Il Giudice Sportivo usa il pugno durissimo. La Salernitana fa i conti con un post-Catania amaro. Si parte dall'inibizione di un mese per Daniele Faggiano. Il direttore sportivo granata è stato inibito fino al prossimo 2 aprile "per avere, a fine primo tempo, tenuto una condotta irriguardosa nei confronti del IV Ufficiale, in quanto, mentre la Quaterna Arbitrale stava rientrando negli spogliatoi, urlava frasi irrispettose nei confronti del medesimo per contestarne l’operato; per avere, al termine della gara, tenuto una condotta irriguardosa e ingiuriosa nei confronti della Quaterna Arbitrale in quanto, nel tunnel che conduce agli spogliatoi, attendeva la squadra arbitrale mostrando loro le immagini di un'azione sul cellulare e proferendo ripetute espressioni irrispettose e ingiuriose per contestarne l’operato; per avere, successivamente, tenuto una condotta irriguardosa e ingiuriosa nei confronti della Quaterna Arbitrale in quanto impediva alla stessa di rientrare negli spogliatoi e, solo dopo che il IV Ufficiale riusciva ad aprire la porta e che tutta la squadra arbitrale era entrata, ne sbatteva con forza il battente". L'episodio a cui faceva riferimento il direttore sportivo granata è quello relativo al calcio di rigore richiesto e non sanzionato su Antonucci nel finale di gara.

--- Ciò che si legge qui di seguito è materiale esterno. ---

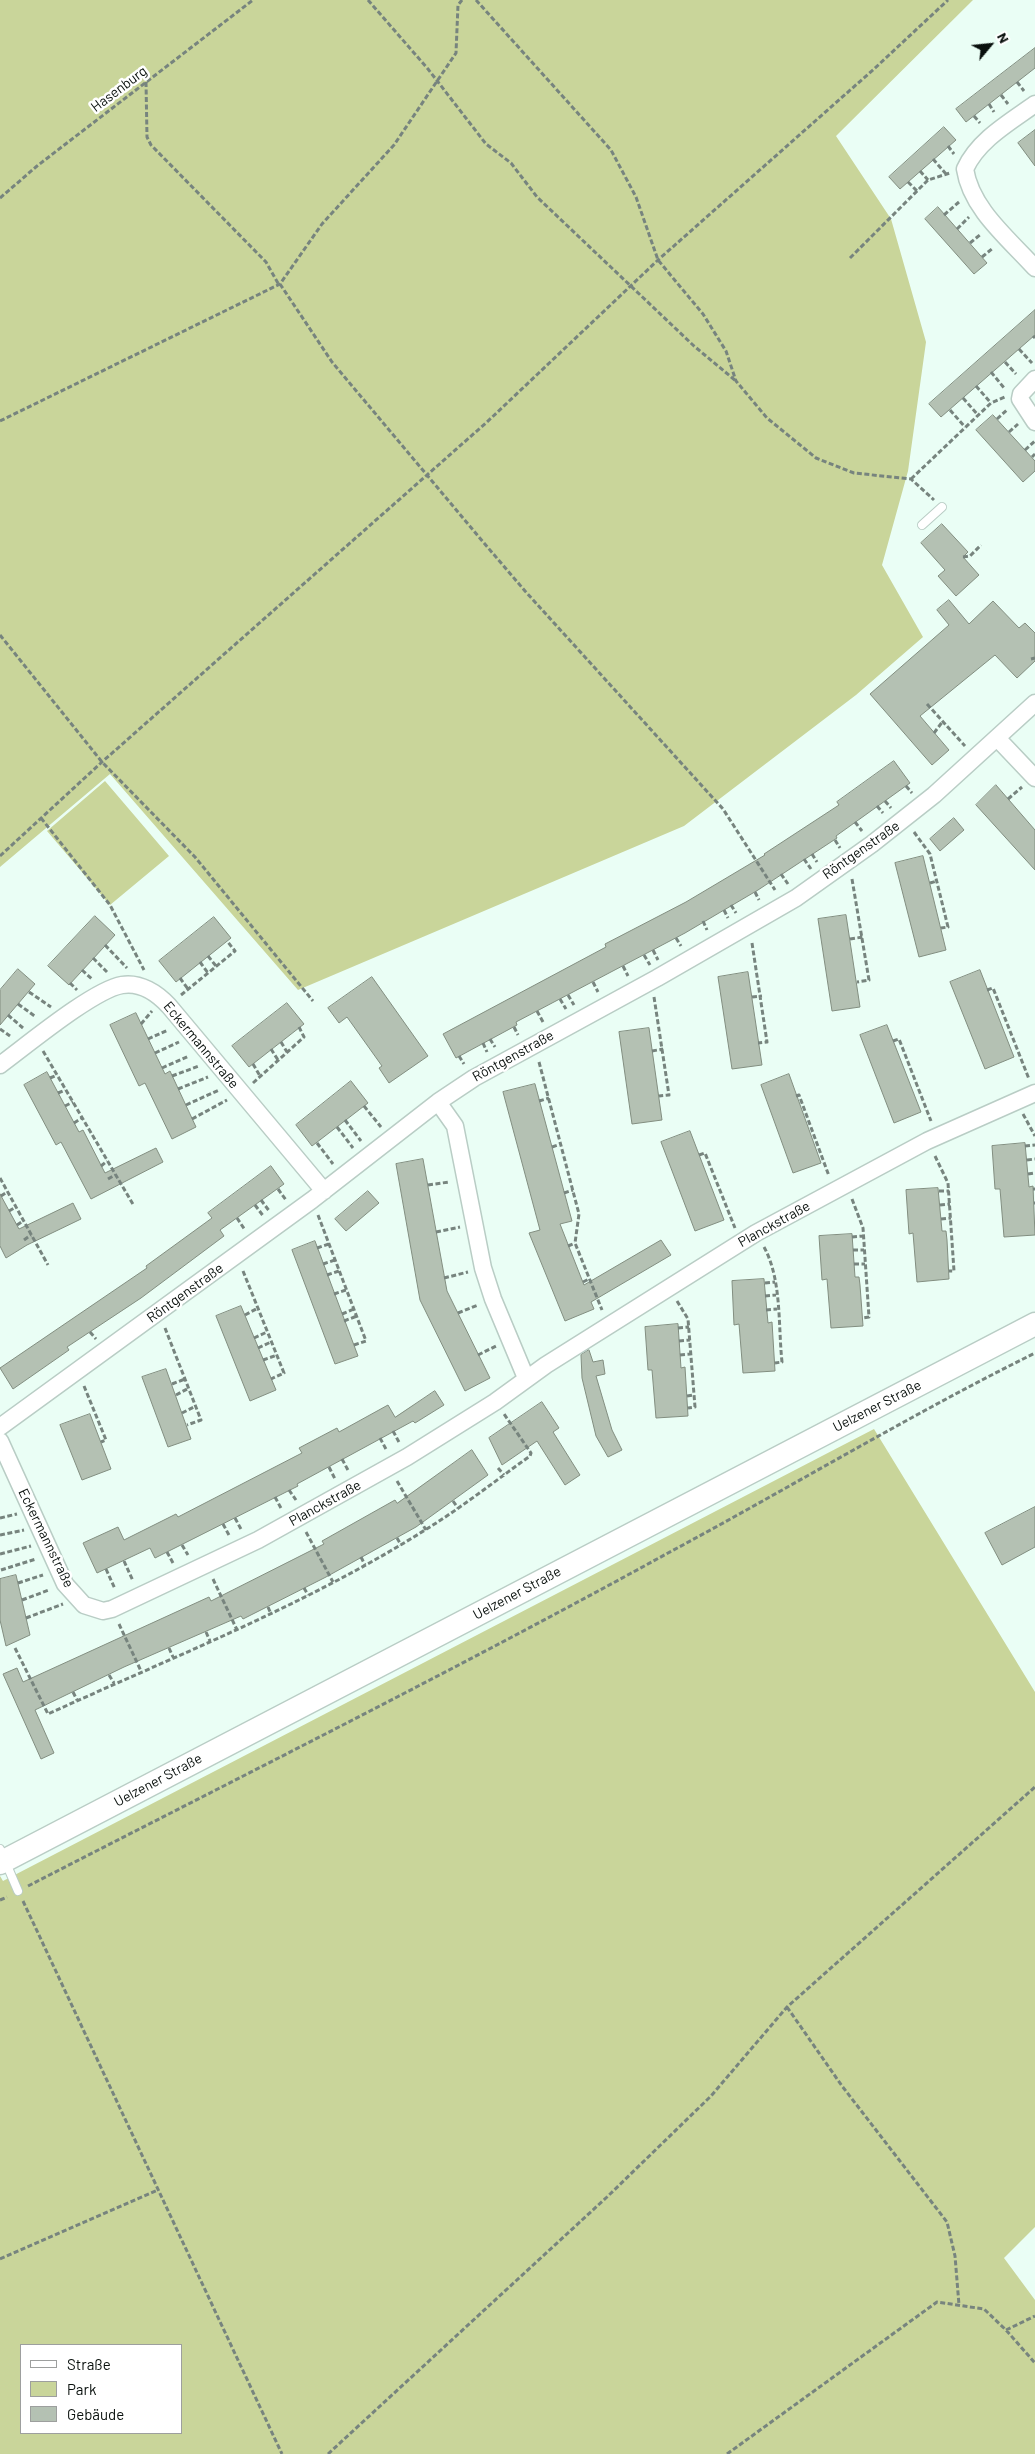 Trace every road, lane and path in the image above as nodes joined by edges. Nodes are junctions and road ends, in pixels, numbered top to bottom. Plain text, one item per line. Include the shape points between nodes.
1 (253, 0) edge
2 (368, 0) edge
3 (462, 0) edge
4 (476, 0) edge
5 (948, 0) edge
6 (438, 81) junction
7 (146, 82) junction
8 (1035, 104) edge
9 (934, 159) dead end
10 (965, 168) junction
11 (920, 171) dead end
12 (946, 175) junction
13 (928, 180) junction
14 (908, 182) dead end
15 (917, 191) junction
16 (0, 198) edge
17 (850, 258) dead end
18 (658, 260) junction
19 (1035, 268) edge
20 (280, 284) junction
21 (630, 285) junction
22 (1019, 350) dead end
23 (1035, 366) edge
24 (991, 372) dead end
25 (1035, 379) edge
26 (736, 381) junction
27 (976, 386) dead end
28 (963, 398) dead end
29 (991, 403) junction
30 (950, 410) dead end
31 (978, 415) junction
32 (0, 421) edge
33 (1035, 422) edge
34 (965, 427) junction
35 (1035, 441) edge
36 (1025, 450) dead end
37 (1035, 454) edge
38 (1032, 457) dead end
39 (427, 474) junction
40 (910, 479) junction
41 (942, 507) joint
42 (922, 525) dead end
43 (981, 545) dead end
44 (963, 556) dead end
45 (0, 635) edge
46 (1035, 703) edge
47 (926, 704) dead end
48 (943, 721) junction
49 (934, 733) dead end
50 (997, 738) junction
51 (976, 758) junction
52 (102, 762) junction
53 (1029, 783) edge
54 (1008, 799) dead end
55 (41, 818) junction
56 (904, 819) junction
57 (0, 856) edge
58 (844, 863) junction
59 (937, 881) junction
60 (930, 882) dead end
61 (785, 904) junction
62 (745, 928) junction
63 (941, 928) dead end
64 (863, 937) junction
65 (850, 939) dead end
66 (227, 941) dead end
67 (208, 956) dead end
68 (200, 962) dead end
69 (216, 966) junction
70 (208, 973) junction
71 (180, 978) dead end
72 (857, 982) dead end
73 (647, 983) junction
74 (188, 989) junction
75 (988, 990) dead end
76 (29, 992) dead end
77 (762, 996) junction
78 (752, 997) dead end
79 (163, 1000) junction
80 (313, 1001) dead end
81 (64, 1017) junction
82 (299, 1027) dead end
83 (1011, 1033) junction
84 (1006, 1035) dead end
85 (194, 1036) junction
86 (36, 1038) junction
87 (894, 1041) dead end
88 (281, 1042) dead end
89 (758, 1043) dead end
90 (532, 1045) junction
91 (271, 1049) dead end
92 (663, 1049) junction
93 (652, 1051) dead end
94 (287, 1052) junction
95 (155, 1053) dead end
96 (278, 1060) junction
97 (253, 1064) dead end
98 (0, 1065) edge
99 (162, 1068) dead end
100 (223, 1071) junction
101 (57, 1075) junction
102 (172, 1076) dead end
103 (260, 1076) junction
104 (50, 1078) dead end
105 (914, 1079) junction
106 (909, 1081) dead end
107 (178, 1089) dead end
108 (66, 1090) junction
109 (58, 1093) dead end
110 (1035, 1093) edge
111 (659, 1096) dead end
112 (796, 1096) dead end
113 (549, 1098) junction
114 (539, 1101) dead end
115 (72, 1102) junction
116 (438, 1102) junction
117 (1016, 1102) junction
118 (186, 1105) dead end
119 (65, 1106) dead end
120 (364, 1106) dead end
121 (82, 1118) junction
122 (192, 1119) dead end
123 (345, 1120) dead end
124 (74, 1123) dead end
125 (337, 1127) dead end
126 (92, 1136) junction
127 (1035, 1136) edge
128 (86, 1138) dead end
129 (390, 1138) junction
130 (932, 1139) junction
131 (317, 1143) dead end
132 (561, 1144) junction
133 (1035, 1145) edge
134 (1026, 1146) dead end
135 (552, 1147) dead end
136 (100, 1149) junction
137 (94, 1152) dead end
138 (699, 1156) dead end
139 (367, 1157) junction
140 (1035, 1159) edge
141 (1027, 1160) dead end
142 (107, 1161) junction
143 (101, 1166) dead end
144 (1028, 1174) dead end
145 (1035, 1174) edge
146 (115, 1175) junction
147 (343, 1176) junction
148 (0, 1178) edge
149 (108, 1179) dead end
150 (466, 1179) junction
151 (428, 1185) dead end
152 (840, 1188) junction
153 (573, 1190) junction
154 (949, 1191) junction
155 (7, 1192) junction
156 (564, 1192) dead end
157 (939, 1192) dead end
158 (721, 1194) junction
159 (1, 1196) dead end
160 (318, 1196) junction
161 (715, 1196) dead end
162 (950, 1204) junction
163 (940, 1205) dead end
164 (134, 1206) dead end
165 (16, 1207) junction
166 (9, 1210) dead end
167 (941, 1218) dead end
168 (951, 1218) junction
169 (24, 1221) junction
170 (473, 1224) junction
171 (16, 1225) dead end
172 (436, 1232) dead end
173 (756, 1233) junction
174 (952, 1233) junction
175 (946, 1234) dead end
176 (31, 1235) junction
177 (863, 1236) junction
178 (852, 1237) dead end
179 (24, 1240) dead end
180 (740, 1242) junction
181 (575, 1243) junction
182 (329, 1244) junction
183 (568, 1246) dead end
184 (953, 1247) junction
185 (317, 1248) dead end
186 (947, 1248) dead end
187 (853, 1250) dead end
188 (864, 1250) junction
189 (237, 1255) junction
190 (335, 1260) junction
191 (948, 1260) dead end
192 (954, 1260) junction
193 (323, 1264) dead end
194 (854, 1264) dead end
195 (865, 1264) junction
196 (48, 1265) dead end
197 (483, 1268) junction
198 (339, 1271) junction
199 (949, 1272) dead end
200 (328, 1275) dead end
201 (444, 1278) dead end
202 (590, 1279) junction
203 (866, 1279) junction
204 (860, 1280) dead end
205 (583, 1282) dead end
206 (775, 1282) junction
207 (765, 1283) dead end
208 (670, 1287) junction
209 (346, 1290) junction
210 (867, 1293) junction
211 (334, 1294) dead end
212 (861, 1294) dead end
213 (776, 1295) junction
214 (766, 1296) dead end
215 (493, 1299) junction
216 (862, 1305) dead end
217 (868, 1305) junction
218 (258, 1308) junction
219 (354, 1309) junction
220 (778, 1309) junction
221 (766, 1310) dead end
222 (159, 1311) junction
223 (458, 1313) dead end
224 (342, 1314) dead end
225 (245, 1315) dead end
226 (357, 1316) junction
227 (863, 1318) dead end
228 (344, 1320) dead end
229 (778, 1324) junction
230 (1035, 1324) edge
231 (772, 1325) dead end
232 (608, 1326) junction
233 (689, 1327) junction
234 (678, 1328) dead end
235 (268, 1332) junction
236 (254, 1338) dead end
237 (780, 1338) junction
238 (773, 1339) dead end
239 (679, 1340) dead end
240 (690, 1340) junction
241 (271, 1342) junction
242 (354, 1345) dead end
243 (258, 1348) dead end
244 (774, 1351) dead end
245 (781, 1351) junction
246 (1035, 1353) edge
247 (691, 1354) junction
248 (277, 1355) junction
249 (680, 1355) dead end
250 (263, 1360) dead end
251 (775, 1363) dead end
252 (692, 1369) junction
253 (77, 1370) junction
254 (685, 1370) dead end
255 (526, 1378) junction
256 (185, 1379) junction
257 (271, 1379) dead end
258 (694, 1383) junction
259 (172, 1384) dead end
260 (686, 1384) dead end
261 (189, 1388) junction
262 (176, 1395) dead end
263 (694, 1395) junction
264 (687, 1396) dead end
265 (495, 1402) junction
266 (196, 1406) junction
267 (688, 1408) dead end
268 (182, 1413) dead end
269 (187, 1425) dead end
270 (0, 1427) edge
271 (0, 1441) edge
272 (101, 1442) dead end
273 (389, 1468) junction
274 (498, 1468) dead end
275 (504, 1475) junction
276 (453, 1500) dead end
277 (458, 1508) junction
278 (298, 1518) junction
279 (39, 1527) junction
280 (426, 1530) junction
281 (0, 1535) edge
282 (397, 1538) dead end
283 (401, 1545) junction
284 (48, 1548) junction
285 (0, 1554) edge
286 (361, 1558) dead end
287 (207, 1565) junction
288 (365, 1565) junction
289 (1, 1570) edge
290 (62, 1577) junction
291 (333, 1582) junction
292 (18, 1583) dead end
293 (304, 1588) dead end
294 (308, 1595) junction
295 (76, 1599) junction
296 (22, 1600) dead end
297 (268, 1607) dead end
298 (112, 1609) junction
299 (271, 1614) junction
300 (26, 1618) dead end
301 (237, 1630) junction
302 (206, 1632) dead end
303 (210, 1642) junction
304 (15, 1648) dead end
305 (169, 1648) dead end
306 (173, 1657) junction
307 (141, 1671) junction
308 (109, 1675) dead end
309 (114, 1683) junction
310 (73, 1692) dead end
311 (77, 1700) junction
312 (1035, 1787) edge
313 (2, 1857) edge
314 (18, 1892) junction
315 (787, 2007) junction
316 (158, 2190) junction
317 (0, 2259) edge
318 (959, 2305) junction
319 (1035, 2316) edge
320 (1006, 2330) junction
321 (1035, 2363) edge
322 (282, 2454) edge
323 (328, 2454) edge
324 (727, 2454) edge

1 - 7 path, Hasenburg
2 - 6 path
3 - 6 path via 458,5 456,53
4 - 18 path via 611,150 636,198
5 - 18 path
6 - 20 path via 394,146 322,224
6 - 21 path via 486,144 510,164 537,197
7 - 16 path, Hasenburg
7 - 20 path via 147,137 151,144 266,262
8 - 10 street via 970,156
9 - 12 path
10 - 12 path
10 - 19 street via 971,191 981,207
11 - 13 path
12 - 13 path
13 - 15 path
14 - 15 path
15 - 17 path
18 - 21 path
18 - 26 path via 704,314 726,351
20 - 32 path
20 - 39 path via 332,362
21 - 26 path
21 - 39 path via 487,422
22 - 23 path
24 - 29 path via 1011,396
25 - 33 street via 1020,399
26 - 40 path via 767,418 816,458 854,473
27 - 29 path
28 - 31 path
29 - 31 path
30 - 34 path
31 - 34 path
34 - 40 path
35 - 36 path
37 - 38 path
39 - 52 path
39 - 61 path via 525,591 722,809
40 - 41 path
41 - 42 lane
43 - 44 path via 970,556
45 - 52 path
46 - 50 street, Röntgenstraße
47 - 48 path
48 - 49 path
48 - 51 path
50 - 51 street, Röntgenstraße
50 - 53 street
51 - 56 street, Röntgenstraße
52 - 55 path
52 - 80 path via 196,857
53 - 54 path
55 - 57 path
55 - 79 path via 110,906
56 - 58 street, Röntgenstraße
56 - 59 path via 930,854
58 - 61 street, Röntgenstraße
58 - 64 path via 852,878
59 - 60 path
59 - 63 path via 948,926
61 - 62 street, Röntgenstraße
62 - 73 street, Röntgenstraße
62 - 77 path via 754,948
64 - 65 path
64 - 72 path via 869,980
66 - 69 path via 235,951
67 - 69 path
68 - 70 path
69 - 70 path
70 - 74 path
71 - 74 path
73 - 90 street, Röntgenstraße
73 - 92 path via 655,998
74 - 79 path
75 - 83 path via 992,988
76 - 81 path
77 - 78 path
77 - 89 path via 768,1042
79 - 81 street, Eckermannstraße via 137,985 121,985
79 - 85 street, Eckermannstraße
81 - 86 street, Eckermannstraße
82 - 94 path via 304,1037
83 - 84 path
83 - 110 path
85 - 95 path
85 - 100 street, Eckermannstraße
86 - 98 street, Eckermannstraße
86 - 101 path
87 - 105 path via 899,1039
88 - 94 path
90 - 113 path
90 - 116 street, Röntgenstraße
91 - 96 path
92 - 93 path
92 - 111 path via 669,1095
94 - 96 path
96 - 103 path
97 - 103 path
99 - 100 path
100 - 102 path
100 - 103 path
100 - 107 path
100 - 118 path
100 - 122 path
100 - 160 street, Eckermannstraße
101 - 104 path
101 - 108 path
105 - 106 path
105 - 130 path
108 - 109 path
108 - 115 path
110 - 117 street, Planckstraße
112 - 152 path via 799,1095 814,1139
113 - 114 path
113 - 132 path
115 - 119 path
115 - 121 path
116 - 129 street, Röntgenstraße
116 - 150 street via 455,1126
117 - 127 path
117 - 130 street, Planckstraße
120 - 129 path
121 - 124 path
121 - 126 path
123 - 139 path
125 - 139 path
126 - 128 path
126 - 136 path
129 - 139 street, Röntgenstraße
130 - 152 street, Planckstraße
130 - 154 path
131 - 147 path
132 - 135 path
132 - 153 path
133 - 134 path
136 - 137 path
136 - 142 path
138 - 158 path via 705,1153
139 - 147 street, Röntgenstraße
140 - 141 path
142 - 143 path
142 - 146 path
144 - 145 path
146 - 149 path
146 - 164 path
147 - 160 street, Röntgenstraße
148 - 155 path
150 - 151 path
150 - 170 street
152 - 173 street, Planckstraße
152 - 177 path via 863,1228
153 - 156 path
153 - 181 path via 579,1214
154 - 157 path
154 - 162 path
155 - 159 path
155 - 165 path
158 - 161 path
158 - 180 path
160 - 182 path
160 - 189 street, Röntgenstraße
162 - 163 path
162 - 168 path
165 - 166 path
165 - 169 path
167 - 168 path
168 - 174 path
169 - 171 path
169 - 176 path
170 - 172 path
170 - 197 street
173 - 180 street, Planckstraße
173 - 206 path via 771,1261
174 - 175 path
174 - 184 path
176 - 179 path
176 - 196 path
177 - 178 path
177 - 188 path
180 - 208 street, Planckstraße
181 - 183 path
181 - 202 path
182 - 185 path
182 - 190 path
184 - 186 path
184 - 192 path
187 - 188 path
188 - 195 path
189 - 218 path
189 - 222 street, Röntgenstraße
190 - 193 path
190 - 198 path
191 - 192 path
192 - 199 path via 954,1272
194 - 195 path
195 - 203 path
197 - 201 path
197 - 215 street
198 - 200 path
198 - 209 path
202 - 205 path
202 - 232 path
203 - 204 path
203 - 210 path
206 - 207 path
206 - 213 path
208 - 232 street, Planckstraße
208 - 233 path via 688,1318
209 - 211 path
209 - 219 path
210 - 212 path
210 - 217 path
213 - 214 path
213 - 220 path
215 - 223 path
215 - 255 street
216 - 217 path
217 - 227 path via 869,1317
218 - 225 path
218 - 235 path
219 - 224 path
219 - 226 path
220 - 221 path
220 - 229 path
222 - 253 street, Röntgenstraße
222 - 256 path
226 - 228 path
226 - 242 path via 366,1341
229 - 231 path
229 - 237 path
230 - 313 main road, Uelzener Straße
232 - 255 street, Planckstraße
233 - 234 path
233 - 240 path
235 - 236 path
235 - 241 path
237 - 238 path
237 - 245 path
239 - 240 path
240 - 247 path
241 - 243 path
241 - 248 path
244 - 245 path
245 - 251 path via 782,1362
246 - 314 path via 917,1414 504,1642
247 - 249 path
247 - 252 path
248 - 250 path
248 - 257 path via 284,1374
252 - 254 path
252 - 258 path
253 - 270 street, Röntgenstraße
253 - 272 path via 106,1440
255 - 265 street, Planckstraße
256 - 259 path
256 - 261 path
258 - 260 path
258 - 263 path
261 - 262 path
261 - 266 path
263 - 264 path
263 - 267 path via 696,1407
265 - 273 street, Planckstraße
265 - 275 path via 531,1453
266 - 268 path
266 - 269 path via 201,1420
271 - 279 street, Eckermannstraße
273 - 278 street, Planckstraße
273 - 280 path
274 - 275 path
275 - 277 path
276 - 277 path
277 - 280 path
278 - 287 street, Planckstraße
278 - 291 path
279 - 281 path
279 - 284 street, Eckermannstraße
280 - 283 path
282 - 283 path
283 - 288 path
284 - 285 path
284 - 289 path
284 - 290 street, Eckermannstraße
286 - 288 path
287 - 298 street, Planckstraße
287 - 301 path
288 - 291 path
290 - 292 path
290 - 295 street, Eckermannstraße
290 - 296 path
291 - 294 path
293 - 294 path
294 - 299 path
295 - 298 street, Eckermannstraße via 94,1609
295 - 300 path
297 - 299 path
298 - 307 path
299 - 301 path
301 - 303 path
302 - 303 path
303 - 306 path
304 - 311 path via 45,1712 48,1714
305 - 306 path
306 - 307 path
307 - 309 path
308 - 309 path
309 - 311 path
310 - 311 path
312 - 315 path
313 - 314 lane
314 - 316 path
315 - 318 path via 842,2086 947,2222 955,2256
315 - 323 path via 711,2096 656,2150
316 - 317 path
316 - 322 path
318 - 320 path via 984,2309
318 - 324 path via 937,2302
319 - 320 path
320 - 321 path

Strappa un sorriso invece la multa di 200 euro comminata alla Salernitana: nel mirino il comportamento dei tifosi "posizionati nel Settore Curva Sud, consistiti nell’aver lanciato, durante la gara, un aeroplanino di cartone sul terreno di gioco (il quale si conficcava sul terreno) in prossimità della porta avversaria, senza conseguenze".
Mancherà in Casertana-Salernitana Yayah Kallon. L'esterno offensivo, ex della sfida, è stato squalificato per tre giornate dal Giudice Sportivo dopo l'espulsione incassata nel match con il Siracusa. Nel mirino "una condotta irriguardosa ed ingiuriose nei confronti dell’Arbitro in quanto, dopo la notifica del provvedimento di ammonizione, proferiva nei suoi confronti frasi irrispettose ed offensive per contestarne l’operato".